▶ Task goal: Each record must appear in your answer exactly as it does below.

(Beginning of Recorded information)

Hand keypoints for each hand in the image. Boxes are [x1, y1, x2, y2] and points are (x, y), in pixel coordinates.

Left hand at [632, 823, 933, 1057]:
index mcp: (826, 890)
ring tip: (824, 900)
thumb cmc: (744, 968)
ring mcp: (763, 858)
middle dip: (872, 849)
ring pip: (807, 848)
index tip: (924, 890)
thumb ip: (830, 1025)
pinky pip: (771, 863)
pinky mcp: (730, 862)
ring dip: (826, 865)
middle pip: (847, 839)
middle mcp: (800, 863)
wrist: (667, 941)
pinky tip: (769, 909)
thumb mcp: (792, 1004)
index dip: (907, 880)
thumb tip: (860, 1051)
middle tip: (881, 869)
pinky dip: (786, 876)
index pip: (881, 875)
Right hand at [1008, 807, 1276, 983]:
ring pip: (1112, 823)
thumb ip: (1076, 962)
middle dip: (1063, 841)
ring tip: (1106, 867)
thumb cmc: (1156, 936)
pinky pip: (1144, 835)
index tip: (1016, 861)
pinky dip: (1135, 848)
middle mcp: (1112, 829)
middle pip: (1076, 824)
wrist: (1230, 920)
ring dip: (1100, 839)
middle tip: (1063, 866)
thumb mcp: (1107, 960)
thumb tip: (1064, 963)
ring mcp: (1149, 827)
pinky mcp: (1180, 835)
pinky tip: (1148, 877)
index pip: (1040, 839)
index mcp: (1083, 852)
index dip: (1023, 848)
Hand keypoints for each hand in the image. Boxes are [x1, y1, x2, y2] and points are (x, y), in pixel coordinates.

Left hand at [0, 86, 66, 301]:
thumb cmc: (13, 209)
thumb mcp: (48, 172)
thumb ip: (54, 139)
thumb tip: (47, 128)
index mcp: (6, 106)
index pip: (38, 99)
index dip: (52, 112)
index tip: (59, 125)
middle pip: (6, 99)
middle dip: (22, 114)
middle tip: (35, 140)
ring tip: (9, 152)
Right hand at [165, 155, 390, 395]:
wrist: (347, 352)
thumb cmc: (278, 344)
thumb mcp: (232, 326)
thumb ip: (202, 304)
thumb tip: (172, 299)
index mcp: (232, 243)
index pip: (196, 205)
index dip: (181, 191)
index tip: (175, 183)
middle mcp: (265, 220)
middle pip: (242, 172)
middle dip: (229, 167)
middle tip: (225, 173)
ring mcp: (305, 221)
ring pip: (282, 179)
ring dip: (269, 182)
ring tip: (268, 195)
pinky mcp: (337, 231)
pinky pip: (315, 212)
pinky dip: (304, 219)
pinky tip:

(End of Recorded information)

▶ Response area:
Hand keypoints for each hand in the image. Boxes are [x1, y1, x2, y2] and points are (x, y), in pixel coordinates.

Left hand at [632, 823, 933, 1057]:
index mcp: (826, 890)
ring tip: (824, 900)
thumb cmc: (744, 968)
ring mcp: (763, 858)
middle dip: (872, 849)
ring pip: (807, 848)
index tip: (924, 890)
thumb ip: (830, 1025)
pinky pip: (771, 863)
pinky mcp: (730, 862)
ring dip: (826, 865)
middle pip: (847, 839)
middle mcp: (800, 863)
wrist: (667, 941)
pinky tip: (769, 909)
thumb mcp: (792, 1004)
index dip: (907, 880)
thumb tip: (860, 1051)
middle tip: (881, 869)
pinky dip: (786, 876)
index pip: (881, 875)
Right hand at [1008, 807, 1276, 983]:
ring pip: (1112, 823)
thumb ip: (1076, 962)
middle dip: (1063, 841)
ring tip: (1106, 867)
thumb cmc: (1156, 936)
pinky pip: (1144, 835)
index tip: (1016, 861)
pinky dip: (1135, 848)
middle mcp: (1112, 829)
middle pip: (1076, 824)
wrist: (1230, 920)
ring dip: (1100, 839)
middle tip: (1063, 866)
thumb mcp: (1107, 960)
thumb tip: (1064, 963)
ring mcp: (1149, 827)
pinky mcp: (1180, 835)
pinky tip: (1148, 877)
index pip: (1040, 839)
index mcp: (1083, 852)
index dip: (1023, 848)
Hand keypoints for each hand in the image. Boxes are [x1, y1, x2, y2] and points are (x, y), in pixel coordinates.

Left hand at [0, 86, 66, 301]:
thumb cmc: (13, 209)
thumb mcp: (48, 172)
thumb ip: (54, 139)
thumb tip: (47, 128)
index mcp: (6, 106)
index pip: (38, 99)
index dip: (52, 112)
index tip: (59, 125)
middle pip: (6, 99)
middle dip: (22, 114)
middle tip: (35, 140)
ring tip: (9, 152)
Right hand at [165, 155, 390, 395]:
wrist: (347, 352)
thumb cmc: (278, 344)
thumb mcp: (232, 326)
thumb ip: (202, 304)
thumb tip: (172, 299)
index mcp: (232, 243)
index pip: (196, 205)
index dip: (181, 191)
index tip: (175, 183)
middle mcp: (265, 220)
middle pip: (242, 172)
middle dip: (229, 167)
middle tip: (225, 173)
ring mcp: (305, 221)
ring pip: (282, 179)
ring dip: (269, 182)
ring tip: (268, 195)
pinky mcp: (337, 231)
pinky pip: (315, 212)
pinky dip: (304, 219)
pinky tip:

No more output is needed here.